**Data for this task:**
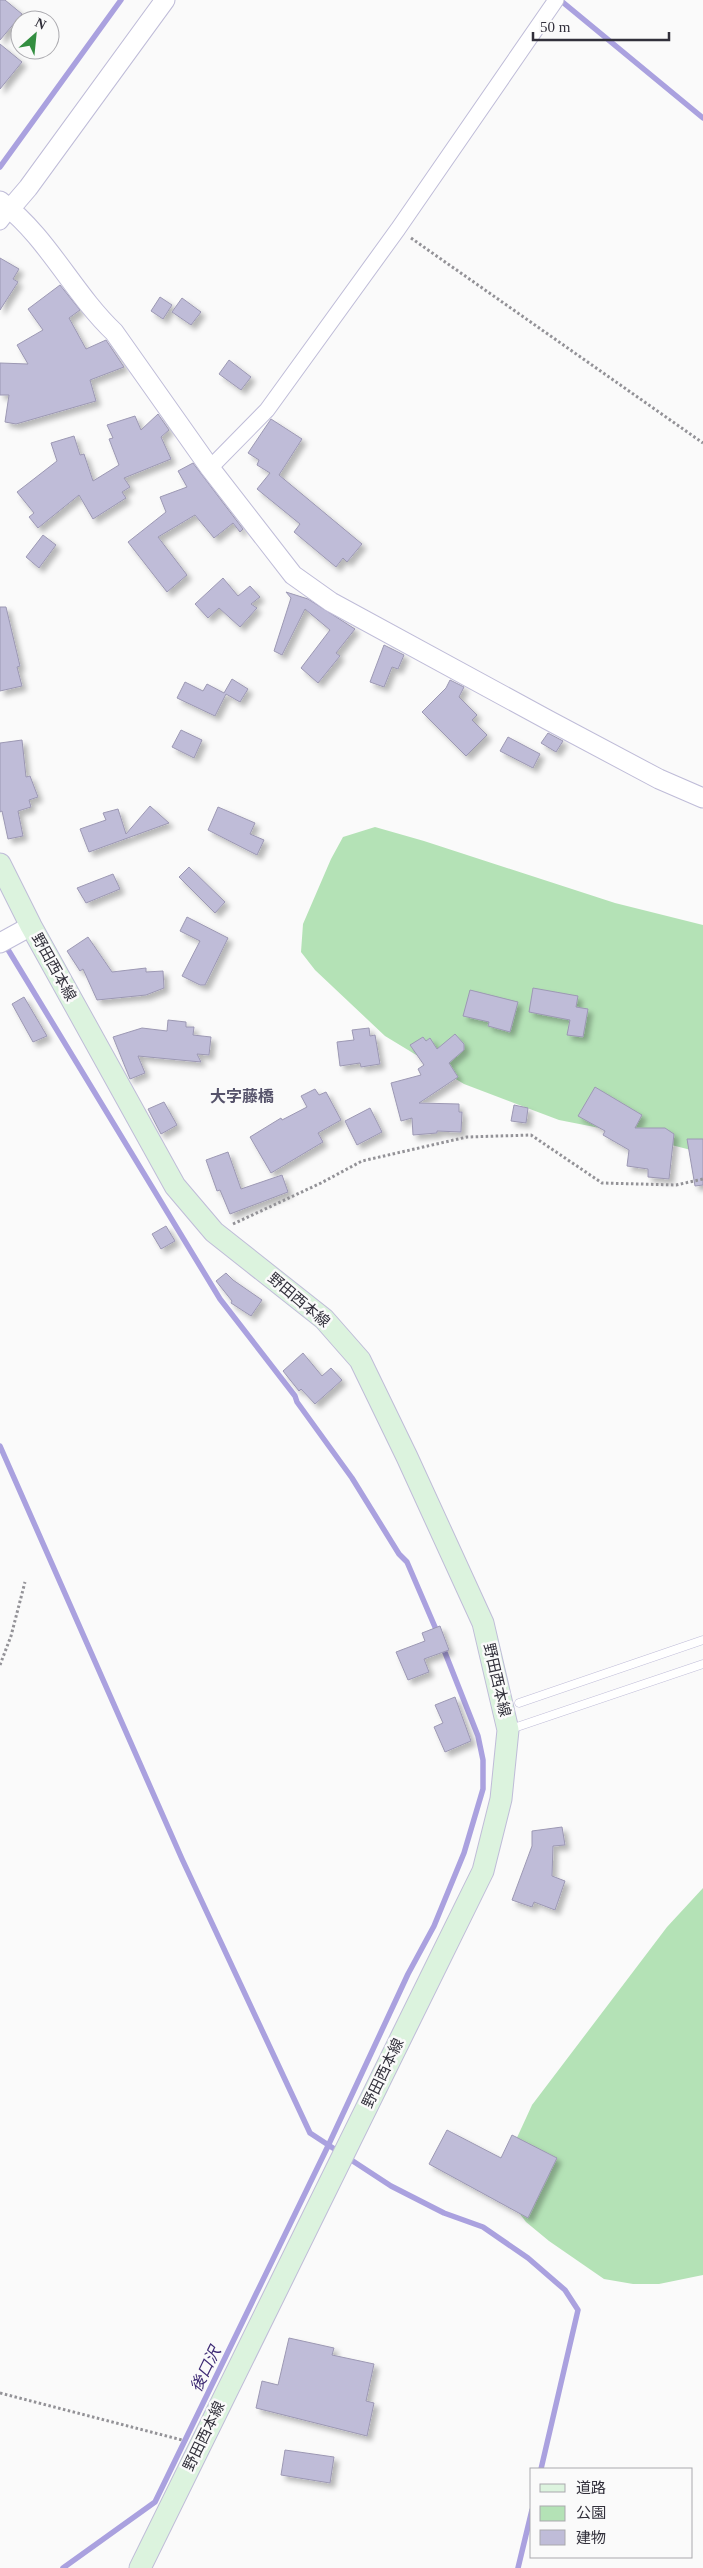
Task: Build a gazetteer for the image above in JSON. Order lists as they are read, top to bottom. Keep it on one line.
{"streets":{"main road":["野田西本線"]},"districts":["大字藤橋"],"water":["後口沢"],"legend":["道路","公園","建物"],"scale_bar":"50 m","north":"top right"}
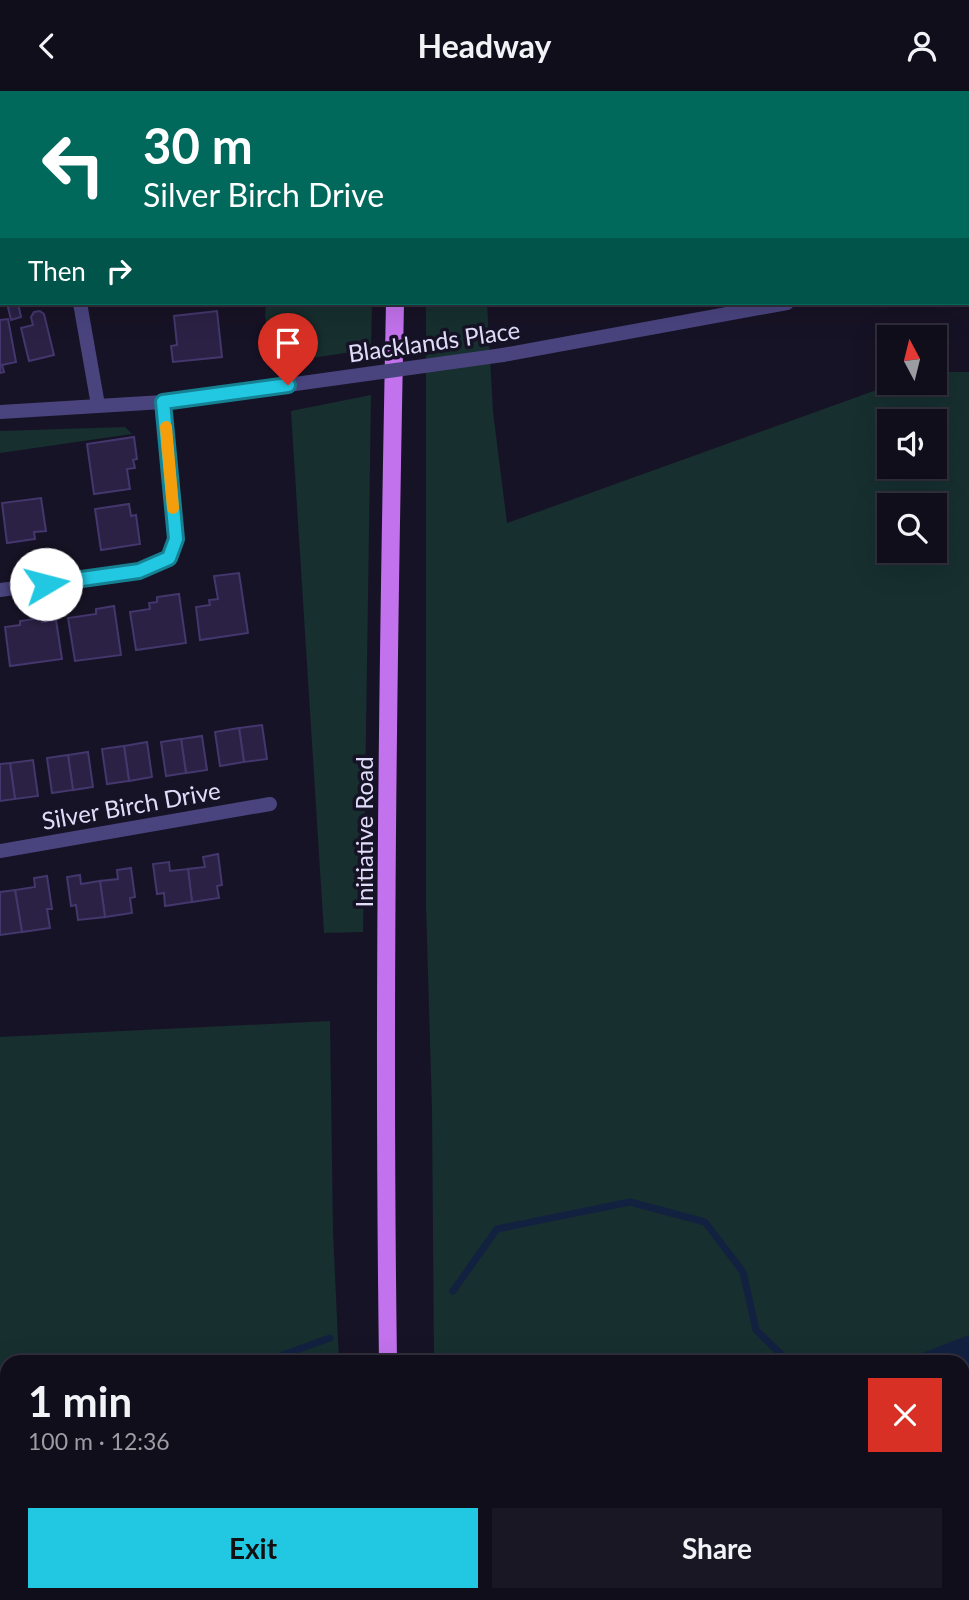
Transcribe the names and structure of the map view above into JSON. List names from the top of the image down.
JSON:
{
  "streets": {
    "main road": ["Initiative Road"],
    "street": ["Blacklands Place", "Silver Birch Drive"]
  },
  "north": "top",
  "page": {
    "header": "Headway",
    "turn": ["30 m", "Silver Birch Drive"],
    "then": "Then",
    "heading": ["1 min", "100 m · 12:36"],
    "buttons": ["Exit", "Share"]
  }
}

**Task goal:** Only the text of the entries above, transcribed exactly, should be given; leave out pictures.

**Solution to this problem:**
Task: Build a gazetteer for the image above in JSON. Order lists as they are read, top to bottom. Keep it on one line.
{"streets":{"main road":["野田西本線"]},"districts":["大字藤橋"],"water":["後口沢"],"legend":["道路","公園","建物"],"scale_bar":"50 m","north":"top right"}
Transcribe the names and structure of the map view above into JSON. List names from the top of the image down.
JSON:
{
  "streets": {
    "main road": ["Initiative Road"],
    "street": ["Blacklands Place", "Silver Birch Drive"]
  },
  "north": "top",
  "page": {
    "header": "Headway",
    "turn": ["30 m", "Silver Birch Drive"],
    "then": "Then",
    "heading": ["1 min", "100 m · 12:36"],
    "buttons": ["Exit", "Share"]
  }
}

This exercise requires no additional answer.